Je suis finalement passé de l’autre coté deux fois une journée. Une fois à Nicosie et l’autre fois à Kereynia. Je me rendais compte que d’une façon insidieuse, je prenais parti d’une manière inconditionnelle et uniquement pour les Grecs.

En ma qualité de membre de la communauté européenne le passage m’était autorisé pour une journée. Je suis donc passé de l’autre coté du mur, entre autre chose pour visiter la cathédrale de Sainte Sophie qui fut transformée en mosquée il y a 400 ans. Je m’étais arrêté pour boire un thé au pied de la cathédrale. Là il y avait un type qui vendait des paniers.

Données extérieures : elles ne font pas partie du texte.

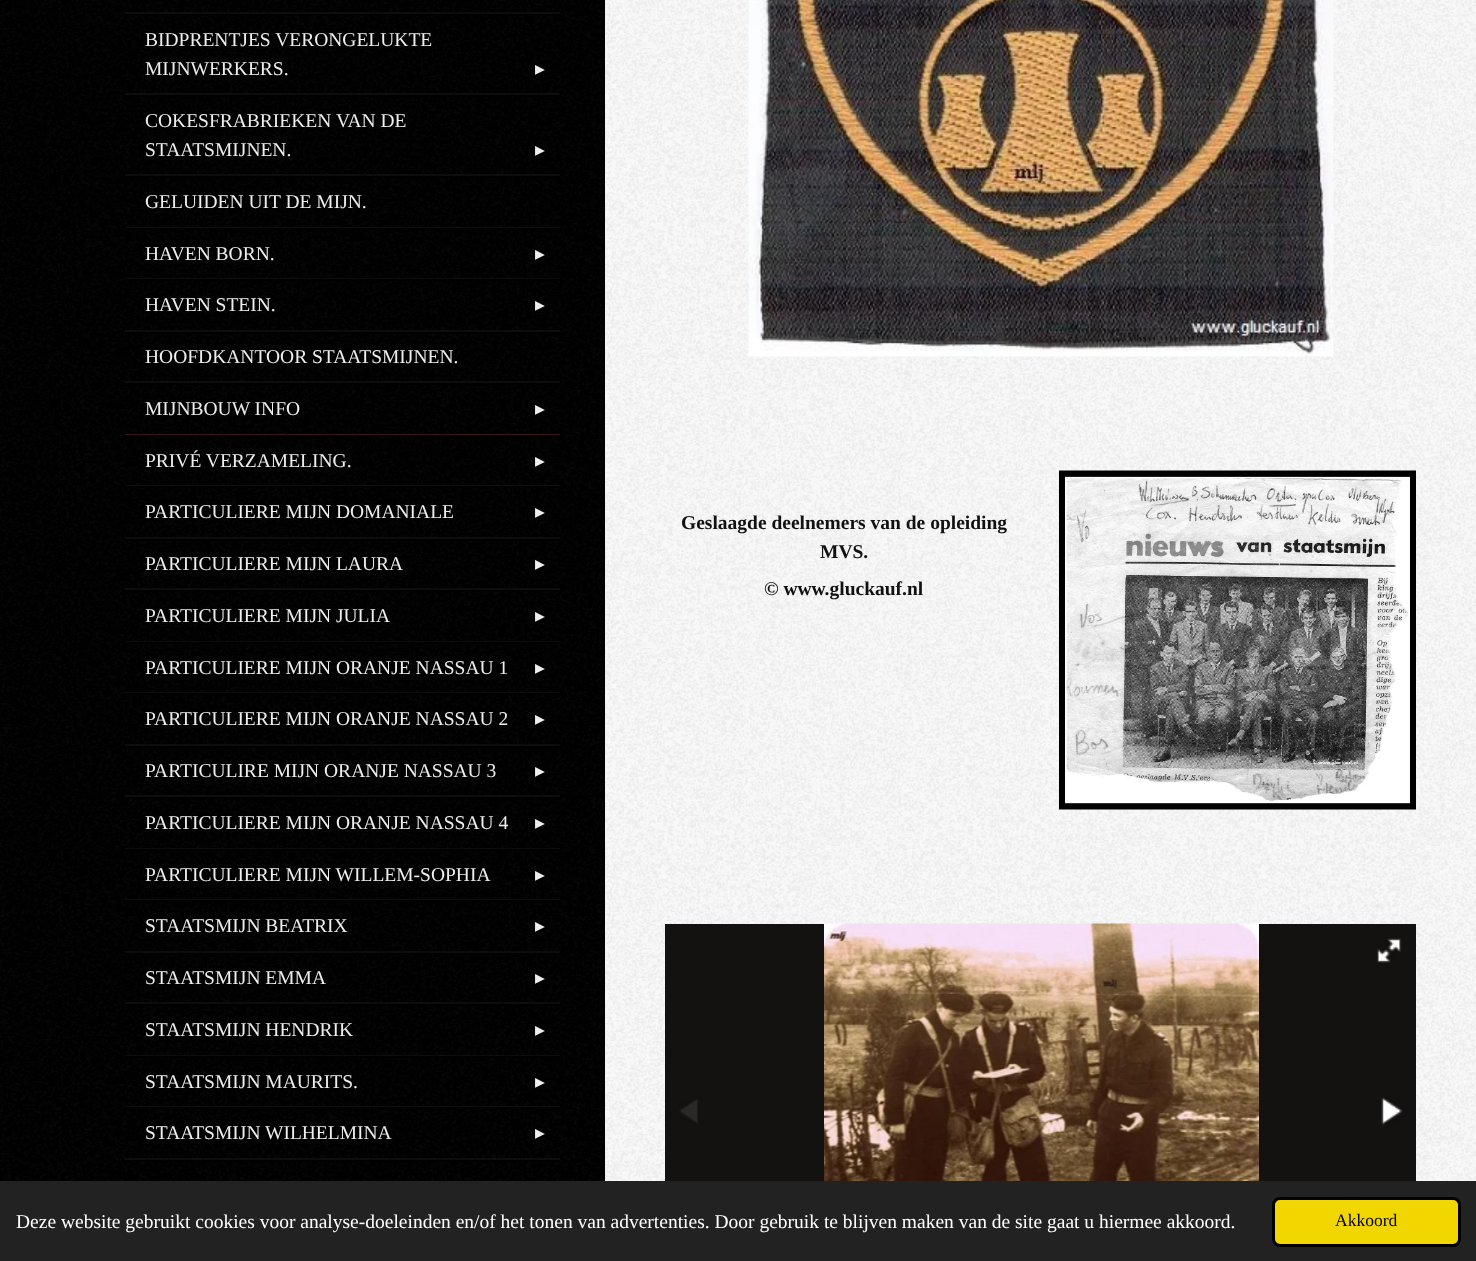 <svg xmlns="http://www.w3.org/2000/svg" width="1476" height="1261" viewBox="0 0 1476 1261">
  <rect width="100%" height="100%" fill="rgb(248,248,248)"/>
  <rect x="0" y="0" width="605" height="1181" fill="rgb(0,0,0)"/>
  <image x="0" y="0" width="604" height="1181" href="pic1.png"/>
  <rect x="125" y="12" width="435" height="2" fill="rgb(13,13,13)"/>
  <rect x="140" y="14" width="420" height="2" fill="rgb(0,0,0)"/>
  <rect x="125" y="93" width="435" height="2" fill="rgb(13,13,13)"/>
  <g font-family="Liberation Serif" font-size="19.5" fill="rgb(238,238,238)">
    <text>
      <tspan x="145" y="46">BIDPRENTJES VERONGELUKTE</tspan>
      <tspan x="145" y="75">MIJNWERKERS.</tspan>
    </text>
  </g>
  <text x="535" y="75" font-family="DejaVu Sans" font-size="19.5" fill="rgb(238,238,238)">▸</text>
  <rect x="125" y="95" width="435" height="2" fill="rgb(0,0,0)"/>
  <rect x="125" y="174" width="435" height="2" fill="rgb(13,13,13)"/>
  <g font-family="Liberation Serif" font-size="19.5" fill="rgb(238,238,238)">
    <text>
      <tspan x="145" y="127">COKESFRABRIEKEN VAN DE</tspan>
      <tspan x="145" y="156">STAATSMIJNEN.</tspan>
    </text>
  </g>
  <text x="535" y="156" font-family="DejaVu Sans" font-size="19.5" fill="rgb(238,238,238)">▸</text>
  <rect x="125" y="176" width="435" height="2" fill="rgb(0,0,0)"/>
  <rect x="125" y="227" width="435" height="1" fill="rgb(13,13,13)"/>
  <text x="145" y="208" font-family="Liberation Serif" font-size="19.5" fill="rgb(238,238,238)">GELUIDEN UIT DE MIJN.</text>
  <rect x="125" y="228" width="435" height="2" fill="rgb(0,0,0)"/>
  <rect x="125" y="278" width="435" height="1" fill="rgb(13,13,13)"/>
  <text x="145" y="260" font-family="Liberation Serif" font-size="19.5" fill="rgb(238,238,238)">HAVEN BORN.</text>
  <text x="535" y="260" font-family="DejaVu Sans" font-size="19.5" fill="rgb(238,238,238)">▸</text>
  <rect x="137" y="279" width="423" height="2" fill="rgb(0,0,0)"/>
  <rect x="125" y="330" width="435" height="2" fill="rgb(13,13,13)"/>
  <text x="145" y="311" font-family="Liberation Serif" font-size="19.5" fill="rgb(238,238,238)">HAVEN STEIN.</text>
  <text x="535" y="311" font-family="DejaVu Sans" font-size="19.5" fill="rgb(238,238,238)">▸</text>
  <rect x="125" y="332" width="435" height="2" fill="rgb(0,0,0)"/>
  <rect x="125" y="381" width="435" height="2" fill="rgb(13,13,13)"/>
  <text x="145" y="363" font-family="Liberation Serif" font-size="19.5" fill="rgb(238,238,238)">HOOFDKANTOOR STAATSMIJNEN.</text>
  <rect x="125" y="383" width="435" height="2" fill="rgb(0,0,0)"/>
  <rect x="125" y="434" width="435" height="1" fill="rgba(129,52,52,0.4)"/>
  <text x="145" y="415" font-family="Liberation Serif" font-size="19.5" fill="rgb(238,238,238)">MIJNBOUW INFO</text>
  <text x="535" y="415" font-family="DejaVu Sans" font-size="19.5" fill="rgb(238,238,238)">▸</text>
  <rect x="125" y="435" width="435" height="2" fill="rgb(0,0,0)"/>
  <rect x="125" y="485" width="435" height="1" fill="rgb(13,13,13)"/>
  <text x="145" y="467" font-family="Liberation Serif" font-size="19.5" fill="rgb(238,238,238)">PRIVÉ VERZAMELING.</text>
  <text x="535" y="467" font-family="DejaVu Sans" font-size="19.5" fill="rgb(238,238,238)">▸</text>
  <rect x="125" y="486" width="435" height="2" fill="rgb(0,0,0)"/>
  <rect x="125" y="537" width="435" height="2" fill="rgb(13,13,13)"/>
  <text x="145" y="518" font-family="Liberation Serif" font-size="19.5" fill="rgb(238,238,238)">PARTICULIERE MIJN DOMANIALE</text>
  <text x="535" y="518" font-family="DejaVu Sans" font-size="19.5" fill="rgb(238,238,238)">▸</text>
  <rect x="125" y="539" width="435" height="2" fill="rgb(0,0,0)"/>
  <rect x="125" y="588" width="435" height="2" fill="rgb(13,13,13)"/>
  <text x="145" y="570" font-family="Liberation Serif" font-size="19.5" fill="rgb(238,238,238)">PARTICULIERE MIJN LAURA</text>
  <text x="535" y="570" font-family="DejaVu Sans" font-size="19.5" fill="rgb(238,238,238)">▸</text>
  <rect x="125" y="590" width="435" height="2" fill="rgb(0,0,0)"/>
  <rect x="125" y="641" width="435" height="1" fill="rgb(13,13,13)"/>
  <text x="145" y="622" font-family="Liberation Serif" font-size="19.5" fill="rgb(238,238,238)">PARTICULIERE MIJN JULIA</text>
  <text x="535" y="622" font-family="DejaVu Sans" font-size="19.5" fill="rgb(238,238,238)">▸</text>
  <rect x="125" y="642" width="435" height="2" fill="rgb(0,0,0)"/>
  <rect x="125" y="692" width="435" height="1" fill="rgb(13,13,13)"/>
  <text x="145" y="674" font-family="Liberation Serif" font-size="19.5" fill="rgb(238,238,238)">PARTICULIERE MIJN ORANJE NASSAU 1</text>
  <text x="535" y="674" font-family="DejaVu Sans" font-size="19.5" fill="rgb(238,238,238)">▸</text>
  <rect x="125" y="693" width="435" height="2" fill="rgb(0,0,0)"/>
  <rect x="125" y="744" width="435" height="2" fill="rgb(13,13,13)"/>
  <text x="145" y="725" font-family="Liberation Serif" font-size="19.5" fill="rgb(238,238,238)">PARTICULIERE MIJN ORANJE NASSAU 2</text>
  <text x="535" y="725" font-family="DejaVu Sans" font-size="19.5" fill="rgb(238,238,238)">▸</text>
  <rect x="134" y="746" width="426" height="2" fill="rgb(0,0,0)"/>
  <rect x="125" y="795" width="435" height="2" fill="rgb(13,13,13)"/>
  <text x="145" y="777" font-family="Liberation Serif" font-size="19.5" fill="rgb(238,238,238)">PARTICULIRE MIJN ORANJE NASSAU 3</text>
  <text x="535" y="777" font-family="DejaVu Sans" font-size="19.5" fill="rgb(238,238,238)">▸</text>
  <rect x="141" y="797" width="419" height="2" fill="rgb(0,0,0)"/>
  <rect x="125" y="848" width="435" height="1" fill="rgb(13,13,13)"/>
  <text x="145" y="829" font-family="Liberation Serif" font-size="19.5" fill="rgb(238,238,238)">PARTICULIERE MIJN ORANJE NASSAU 4</text>
  <text x="535" y="829" font-family="DejaVu Sans" font-size="19.5" fill="rgb(238,238,238)">▸</text>
  <rect x="125" y="849" width="435" height="2" fill="rgb(0,0,0)"/>
  <rect x="125" y="899" width="435" height="1" fill="rgb(13,13,13)"/>
  <text x="145" y="881" font-family="Liberation Serif" font-size="19.5" fill="rgb(238,238,238)">PARTICULIERE MIJN WILLEM-SOPHIA</text>
  <text x="535" y="881" font-family="DejaVu Sans" font-size="19.5" fill="rgb(238,238,238)">▸</text>
  <rect x="125" y="900" width="435" height="2" fill="rgb(0,0,0)"/>
  <rect x="125" y="951" width="435" height="2" fill="rgb(13,13,13)"/>
  <text x="145" y="932" font-family="Liberation Serif" font-size="19.5" fill="rgb(238,238,238)">STAATSMIJN BEATRIX</text>
  <text x="535" y="932" font-family="DejaVu Sans" font-size="19.5" fill="rgb(238,238,238)">▸</text>
  <rect x="125" y="953" width="435" height="2" fill="rgb(0,0,0)"/>
  <rect x="125" y="1002" width="435" height="2" fill="rgb(13,13,13)"/>
  <text x="145" y="984" font-family="Liberation Serif" font-size="19.5" fill="rgb(238,238,238)">STAATSMIJN EMMA</text>
  <text x="535" y="984" font-family="DejaVu Sans" font-size="19.5" fill="rgb(238,238,238)">▸</text>
  <rect x="125" y="1004" width="435" height="2" fill="rgb(0,0,0)"/>
  <rect x="125" y="1055" width="435" height="1" fill="rgb(13,13,13)"/>
  <text x="145" y="1036" font-family="Liberation Serif" font-size="19.5" fill="rgb(238,238,238)">STAATSMIJN HENDRIK</text>
  <text x="535" y="1036" font-family="DejaVu Sans" font-size="19.5" fill="rgb(238,238,238)">▸</text>
  <rect x="125" y="1056" width="435" height="2" fill="rgb(0,0,0)"/>
  <rect x="125" y="1106" width="435" height="1" fill="rgb(13,13,13)"/>
  <text x="145" y="1088" font-family="Liberation Serif" font-size="19.5" fill="rgb(238,238,238)">STAATSMIJN MAURITS.</text>
  <text x="535" y="1088" font-family="DejaVu Sans" font-size="19.5" fill="rgb(238,238,238)">▸</text>
  <rect x="125" y="1107" width="435" height="2" fill="rgb(0,0,0)"/>
  <rect x="125" y="1158" width="435" height="2" fill="rgb(13,13,13)"/>
  <text x="145" y="1139" font-family="Liberation Serif" font-size="19.5" fill="rgb(238,238,238)">STAATSMIJN WILHELMINA</text>
  <text x="535" y="1139" font-family="DejaVu Sans" font-size="19.5" fill="rgb(238,238,238)">▸</text>
  <rect x="125" y="1160" width="435" height="2" fill="rgb(0,0,0)"/>
  <image x="605" y="0" width="871" height="1181" href="pic8.png"/>
  <image x="748" y="0" width="586" height="357" href="pic2.png"/>
  <g font-family="Liberation Serif" font-size="19.5" font-weight="bold" fill="rgb(17,17,17)">
    <text x="681" y="529">Geslaagde deelnemers van de opleiding</text>
    <text x="820" y="558">MVS.</text>
    <text x="764" y="595">© www.gluckauf.nl</text>
  </g>
  <image x="1059" y="470" width="357" height="340" href="pic3.png"/>
  <rect x="665" y="924" width="751" height="257" fill="rgb(20,17,17)"/>
  <image x="824" y="923" width="435" height="258" href="pic4.png"/>
  <image x="1377" y="938" width="25" height="25" href="pic5.png"/>
  <image x="679" y="1099" width="19" height="24" href="pic6.png"/>
  <image x="1381" y="1097" width="22" height="28" href="pic7.png"/>
  <rect x="0" y="1181" width="1476" height="80" fill="rgb(34,34,34)"/>
  <text x="16" y="1228" font-family="Liberation Serif" font-size="19.5" fill="rgb(255,255,255)">Deze website gebruikt cookies voor analyse-doeleinden en/of het tonen van advertenties. Door gebruik te blijven maken van de site gaat u hiermee akkoord.</text>
  <rect x="1273.5" y="1198.5" width="186" height="47" rx="6.5" fill="rgb(241,214,0)" stroke="rgb(0,0,0)" stroke-width="3"/>
  <text x="1335" y="1226" font-family="Liberation Serif" font-size="17.5" fill="rgb(0,0,0)">Akkoord</text>
</svg>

Je lui expliquai que je ne pouvais rien acheter car je venais du Sud et que l’embargo prohibait totalement l’importation de produits venant du Nord. Nous avons sympathisé et échangé des cigarettes que l’on ne trouvait pas dans le Nord. Il m’a demandé d’où je venais, s’il y avait encore des Turcs au Sud. Je ne manquais pas de lui répondre que j’avais un ami dans le Sud qui venait d’Androlikou. Il était au bord des larmes, en me disant, « Avant 74 j’étais berger à Chrisohous (située à 5 Km) ». Il ajouta « pourquoi sommes- nous sous embargo ! Toi qui retournes au Sud, dis-leur que je les aime (sic). »

J’ai longtemps mûri les paroles de ce vieil homme. Il m’avait parlé en grec pour me montrer qu’il maîtrisait la langue, mais aussi qu’il n’avait pas de haine. J’ai fait des photos au Nord, et les Chypriotes grecs qui n’avaient plus mis les pieds dans cette partie de l’île depuis 1974 me demandèrent de leur rapporter des photos de leur maison à mon prochain voyage.

Il n’y a pas de bons et de méchants à Chypre mais une déchirure profonde.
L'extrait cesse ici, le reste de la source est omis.